Une entreprise individuelle (EI) soumise au régime fiscal des BNC peut avoir réalisé cette opération d’acquisition. Il s’agit aussi du cas pour l’entreprise d’exercice telle qu’une SCP, une SEL ou une SEP.
Apport
Les patientèles qui ont fait l’objet d’un apport quelconque sont également concernées par la mesure dérogatoire. La société d’exercice telle qu’une SCP, une SEL ou une SEP est incluse.
Remarque
Il faut savoir que si la situation vous semble favorable, il est possible d’y renoncer. Ainsi, vous pouvez bénéficier du report d’imposition de la plus-value de l’apport en vertu des dispositions de l’article 151 octies du CGI.

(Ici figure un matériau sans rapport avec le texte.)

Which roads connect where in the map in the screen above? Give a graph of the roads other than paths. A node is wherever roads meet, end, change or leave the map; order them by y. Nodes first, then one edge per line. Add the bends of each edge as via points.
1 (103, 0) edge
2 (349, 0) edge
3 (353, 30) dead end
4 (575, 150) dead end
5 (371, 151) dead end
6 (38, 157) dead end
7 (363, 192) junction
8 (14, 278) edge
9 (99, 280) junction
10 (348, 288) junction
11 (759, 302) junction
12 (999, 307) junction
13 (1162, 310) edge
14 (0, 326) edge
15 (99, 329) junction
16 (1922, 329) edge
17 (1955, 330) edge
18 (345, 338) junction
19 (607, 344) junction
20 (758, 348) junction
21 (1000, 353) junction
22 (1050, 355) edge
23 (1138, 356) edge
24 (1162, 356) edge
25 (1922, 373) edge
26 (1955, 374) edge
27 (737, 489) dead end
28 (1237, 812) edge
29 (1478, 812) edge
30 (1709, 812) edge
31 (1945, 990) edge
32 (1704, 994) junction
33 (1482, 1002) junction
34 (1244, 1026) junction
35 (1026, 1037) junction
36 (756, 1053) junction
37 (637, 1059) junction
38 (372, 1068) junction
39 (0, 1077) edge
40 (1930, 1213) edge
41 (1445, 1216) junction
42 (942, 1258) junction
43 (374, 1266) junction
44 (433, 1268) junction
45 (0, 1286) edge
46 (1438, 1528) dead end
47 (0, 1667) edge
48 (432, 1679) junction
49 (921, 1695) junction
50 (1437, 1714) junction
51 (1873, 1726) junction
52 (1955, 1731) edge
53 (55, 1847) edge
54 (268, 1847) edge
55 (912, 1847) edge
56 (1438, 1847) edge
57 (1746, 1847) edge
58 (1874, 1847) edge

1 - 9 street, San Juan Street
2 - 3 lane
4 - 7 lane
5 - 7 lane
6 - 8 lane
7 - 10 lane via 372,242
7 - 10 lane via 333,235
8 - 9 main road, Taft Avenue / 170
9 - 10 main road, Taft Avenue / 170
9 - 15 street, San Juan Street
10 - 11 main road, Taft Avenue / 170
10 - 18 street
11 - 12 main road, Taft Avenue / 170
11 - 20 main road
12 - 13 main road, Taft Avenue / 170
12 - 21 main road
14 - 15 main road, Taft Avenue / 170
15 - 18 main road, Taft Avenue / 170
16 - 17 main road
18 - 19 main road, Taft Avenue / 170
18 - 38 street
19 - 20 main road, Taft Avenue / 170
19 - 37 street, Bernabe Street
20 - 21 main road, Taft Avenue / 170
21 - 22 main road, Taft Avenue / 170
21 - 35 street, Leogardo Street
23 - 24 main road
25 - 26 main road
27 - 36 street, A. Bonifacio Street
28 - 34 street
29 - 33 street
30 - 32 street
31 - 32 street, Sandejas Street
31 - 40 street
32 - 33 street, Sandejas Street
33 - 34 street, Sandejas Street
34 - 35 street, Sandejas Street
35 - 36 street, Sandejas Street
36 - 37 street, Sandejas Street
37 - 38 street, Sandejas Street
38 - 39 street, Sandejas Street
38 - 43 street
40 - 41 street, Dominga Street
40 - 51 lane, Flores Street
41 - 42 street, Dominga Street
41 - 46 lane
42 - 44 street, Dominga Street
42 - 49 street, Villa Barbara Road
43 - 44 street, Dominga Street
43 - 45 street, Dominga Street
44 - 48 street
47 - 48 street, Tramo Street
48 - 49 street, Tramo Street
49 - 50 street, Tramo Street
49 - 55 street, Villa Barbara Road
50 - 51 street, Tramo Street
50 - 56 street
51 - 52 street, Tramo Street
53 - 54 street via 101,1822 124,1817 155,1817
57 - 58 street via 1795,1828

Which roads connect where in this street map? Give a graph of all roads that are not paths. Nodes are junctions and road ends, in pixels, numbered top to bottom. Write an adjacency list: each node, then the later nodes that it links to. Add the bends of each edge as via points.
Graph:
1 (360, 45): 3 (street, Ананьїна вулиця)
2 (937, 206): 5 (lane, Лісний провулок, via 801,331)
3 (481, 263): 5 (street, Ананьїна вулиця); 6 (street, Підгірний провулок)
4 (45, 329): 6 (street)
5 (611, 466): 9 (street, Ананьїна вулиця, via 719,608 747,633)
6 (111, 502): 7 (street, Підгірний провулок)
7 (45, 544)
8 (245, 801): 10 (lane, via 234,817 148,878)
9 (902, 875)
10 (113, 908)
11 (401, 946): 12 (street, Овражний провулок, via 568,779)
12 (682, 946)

Un amortissement linéaire sur 10 ans
Or, en pratique, dans le cadre d’une profession libérale telle que celle de médecin ou d’une société d’exercice de médecins, la législation précise qu’à défaut de connaître la durée réelle d’utilisation de la patientèle acquise ou apportée, l’amortissement doit être réalisé en comptabilité sur une durée fixe de 10 ans, par mesure de simplification.
Amortissement de la patientèle : exemple
Supposons que vous succédiez à un confrère qui vous a vendu son outil de travail, y compris sa patientèle, pour 80 000 € au 1er janvier 2023. Vous inscrivez alors, cette acquisition dans votre registre des immobilisations et des amortissements pour ce montant. À la différence du passé, vous avez maintenant un choix de gestion :
- Soit, vous décidez de ne pas utiliser cette mesure dérogatoire et vous écrivez simplement « pour mémoire » en face de cette immobilisation incorporelle, et vous ne pourrez rien déduire ;
- Soit, vous décidez d’amortir cette acquisition de manière linéaire sur 10 ans. Vous déduirez ainsi 8 000 € chaque année de votre revenu imposable pour les années 2023 à 2032 incluses.
Le souci du formalisme juridique
La mesure anti-abus
Le 21 décembre 2022, l’administration fiscale a mis en place un dispositif « anti-abus » sur deux points principaux :
- Entre le 1er janvier et le 17 juillet 2022, la mesure d’amortissement dérogatoire ne peut être appliquée que si « l’opération n’a pas été réalisée pour des motifs exclusivement ou principalement fiscaux ».
- Après le 18 juillet 2022, la mesure dérogatoire ne peut s’appliquer que si l’acquéreur n’est pas lié au cédant au sens du 12 de l’article 39 du CGI, ou n’est pas contrôlé par la même personne physique que le cédant (transformation en société, holding), le tout encadré par des conditions précises et strictes.
Pour bénéficier de la mesure dérogatoire, les formalités juridiques de base suivantes doivent être respectées :
- Au cours de l’acquisition : un acte de cession individualisant complètement les éléments incorporels acquis, leur prix, et leur origine, dûment enregistrés auprès du service des impôts compétent.
- Pour l’apport, l’exigence d’un acte d’apport attesté par un commissaire aux apports est rappelée.
- Faire attention aux acquisitions de patientèles qui n’en sont pas. Même si elles ont donné lieu à une rémunération légitime des cédants ! Des structures telles que la « médecine d’urgence à domicile » ou des groupements de praticiens en sociétés de fait (SDF) dont la patientèle est juridiquement et fiscalement indivise en sont des exemples (groupements d’anesthésistes par exemple).